The correlation among different variables of peripheral perfusion has been previously reported. In critically ill patients, abnormal peripheral perfusion (defined as a skin cool to the examiner's hands or a CRT>4.5 seconds) was associated with increased temperature gradients and decreased perfusion index.( In critically ill pediatric patients, CRT was related to core-peripheral temperature gap,( also reported in cardiac surgery patients.( In healthy volunteers with normal peripheral perfusion, it might be more difficult to find correlations among perfusion markers because of the subtle changes that occur in the normal range. Nevertheless, we showed correlations of CRT with Tºperipheral and perfusion index. The weakest correlations were observed with the perfusion index, possibly explained by the wide variation in its values. A large scattering of perfusion index in health volunteers was already reported,( although our results showed even higher mean values and dispersion (4.4±2.7 versus 2.2±2.0). The reason for this discrepancy is not evident but could be related to the susceptibility of the perfusion index measurement to movement artifacts.

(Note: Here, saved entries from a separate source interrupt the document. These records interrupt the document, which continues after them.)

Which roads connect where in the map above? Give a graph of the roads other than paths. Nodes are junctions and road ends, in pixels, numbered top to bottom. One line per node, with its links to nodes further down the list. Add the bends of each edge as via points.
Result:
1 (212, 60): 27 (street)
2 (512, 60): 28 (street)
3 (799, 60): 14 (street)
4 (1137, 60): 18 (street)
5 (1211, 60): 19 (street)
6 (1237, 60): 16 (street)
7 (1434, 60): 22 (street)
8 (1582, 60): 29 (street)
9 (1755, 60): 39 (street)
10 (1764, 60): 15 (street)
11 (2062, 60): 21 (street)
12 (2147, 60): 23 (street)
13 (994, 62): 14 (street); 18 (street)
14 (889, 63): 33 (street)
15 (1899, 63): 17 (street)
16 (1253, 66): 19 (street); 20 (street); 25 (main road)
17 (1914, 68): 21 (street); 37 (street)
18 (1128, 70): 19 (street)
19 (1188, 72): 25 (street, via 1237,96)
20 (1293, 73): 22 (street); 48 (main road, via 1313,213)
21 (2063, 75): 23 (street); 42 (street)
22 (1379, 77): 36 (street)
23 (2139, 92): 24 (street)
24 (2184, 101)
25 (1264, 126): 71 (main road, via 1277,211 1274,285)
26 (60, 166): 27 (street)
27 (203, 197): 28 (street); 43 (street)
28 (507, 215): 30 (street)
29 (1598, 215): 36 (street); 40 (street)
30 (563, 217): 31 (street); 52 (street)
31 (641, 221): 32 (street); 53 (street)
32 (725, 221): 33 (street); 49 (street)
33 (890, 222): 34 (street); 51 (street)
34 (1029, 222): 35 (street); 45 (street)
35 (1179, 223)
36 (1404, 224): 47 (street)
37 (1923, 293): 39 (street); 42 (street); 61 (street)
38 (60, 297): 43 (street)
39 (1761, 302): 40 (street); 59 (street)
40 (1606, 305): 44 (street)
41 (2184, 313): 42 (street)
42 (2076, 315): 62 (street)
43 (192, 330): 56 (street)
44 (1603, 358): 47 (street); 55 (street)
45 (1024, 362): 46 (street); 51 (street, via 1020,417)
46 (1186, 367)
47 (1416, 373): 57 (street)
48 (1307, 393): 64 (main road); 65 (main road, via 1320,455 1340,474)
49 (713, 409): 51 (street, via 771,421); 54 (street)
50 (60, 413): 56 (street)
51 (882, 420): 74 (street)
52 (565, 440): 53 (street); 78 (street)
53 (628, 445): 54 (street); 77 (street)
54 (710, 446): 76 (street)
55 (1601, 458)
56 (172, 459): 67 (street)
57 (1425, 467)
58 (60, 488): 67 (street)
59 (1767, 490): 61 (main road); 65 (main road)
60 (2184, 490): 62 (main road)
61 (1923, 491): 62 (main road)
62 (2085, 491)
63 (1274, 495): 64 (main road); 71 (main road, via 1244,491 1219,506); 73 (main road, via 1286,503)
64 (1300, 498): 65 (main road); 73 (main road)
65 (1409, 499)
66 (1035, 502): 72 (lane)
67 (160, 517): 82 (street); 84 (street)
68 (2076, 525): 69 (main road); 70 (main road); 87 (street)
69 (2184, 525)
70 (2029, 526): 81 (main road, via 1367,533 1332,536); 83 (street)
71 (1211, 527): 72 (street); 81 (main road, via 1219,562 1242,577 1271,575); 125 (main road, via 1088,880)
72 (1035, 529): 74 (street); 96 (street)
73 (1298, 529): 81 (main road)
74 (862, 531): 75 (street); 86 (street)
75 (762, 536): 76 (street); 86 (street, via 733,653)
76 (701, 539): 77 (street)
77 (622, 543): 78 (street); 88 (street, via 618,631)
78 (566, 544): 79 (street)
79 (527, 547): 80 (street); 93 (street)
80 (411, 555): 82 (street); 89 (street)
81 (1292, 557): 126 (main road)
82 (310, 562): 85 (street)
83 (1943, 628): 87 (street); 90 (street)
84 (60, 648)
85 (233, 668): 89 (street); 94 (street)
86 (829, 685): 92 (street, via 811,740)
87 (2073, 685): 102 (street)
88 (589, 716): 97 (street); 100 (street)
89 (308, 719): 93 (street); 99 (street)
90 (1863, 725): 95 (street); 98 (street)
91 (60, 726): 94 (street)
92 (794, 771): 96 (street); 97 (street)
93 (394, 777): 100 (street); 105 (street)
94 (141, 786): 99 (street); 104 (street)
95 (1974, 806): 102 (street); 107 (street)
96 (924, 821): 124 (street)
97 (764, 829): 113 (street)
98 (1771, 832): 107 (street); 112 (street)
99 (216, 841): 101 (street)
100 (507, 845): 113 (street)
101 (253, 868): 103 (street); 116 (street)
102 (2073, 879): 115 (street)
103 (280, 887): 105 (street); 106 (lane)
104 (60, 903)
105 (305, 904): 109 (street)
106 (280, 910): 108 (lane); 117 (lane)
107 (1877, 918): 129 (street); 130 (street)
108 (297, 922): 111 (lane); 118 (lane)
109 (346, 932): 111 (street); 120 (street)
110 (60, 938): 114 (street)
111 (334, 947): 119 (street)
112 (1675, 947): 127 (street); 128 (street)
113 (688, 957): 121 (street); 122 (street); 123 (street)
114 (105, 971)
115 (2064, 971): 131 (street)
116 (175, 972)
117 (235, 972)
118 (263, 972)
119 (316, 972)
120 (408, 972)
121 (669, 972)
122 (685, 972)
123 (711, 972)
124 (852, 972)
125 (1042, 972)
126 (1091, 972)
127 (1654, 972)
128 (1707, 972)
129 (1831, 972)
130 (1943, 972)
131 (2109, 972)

There are controversial reports about the relationship of systemic hemodynamics to peripheral perfusion. In the first day after cardiac surgery and in cardiogenic shock, toe temperature and cardiac output were strongly correlated.( In septic shock, however, skin perfusion did not correlate with cardiac output,( most likely because the septic microcirculation could behave as an independent compartment of the cardiovascular system.( In our healthy volunteers, CRTchronometer and CRTvideo correlated with heart rate, but not with blood pressure. These results are expected because in normal subjects, cardiac output and tissue perfusion depend on heart rate and are independent of blood pressure.( In contrast to these findings in skin perfusion, one study showed that sublingual microvascular blood flow is affected by changes in blood pressure.(

Our study has limitations. First, we only studied a small sample of normal subjects without extreme values, which may be required for evaluation of the agreement between two methods. A larger sample size or the inclusion of critically ill patients could provide different results. Despite these limitations, the characterization of CRF variability in healthy volunteers is a required step in the development of knowledge about a physiologic variable used to monitor critically ill patients. Second, volunteers were only studied at rest. The evaluation of the dynamic response of CRT and of other indicators of peripheral perfusion to cardiovascular changes may be relevant. Third, intraobserver variability was not assessed.

CONCLUSION

In healthy volunteers, paired measurements of capillary refill time performed by different observers and methods showed wide 95% limits of agreement. The poor reproducibility should be considered not only in the evaluation of tissue perfusion in the individual patient but also in clinical studies. The weak correlation of the different measurements of capillary refill time with objective variables, however, suggests that capillary refill time is still a valid indicator of peripheral perfusion. Further studies are required to assess the reliability of capillary refill time measurements in critically ill patients.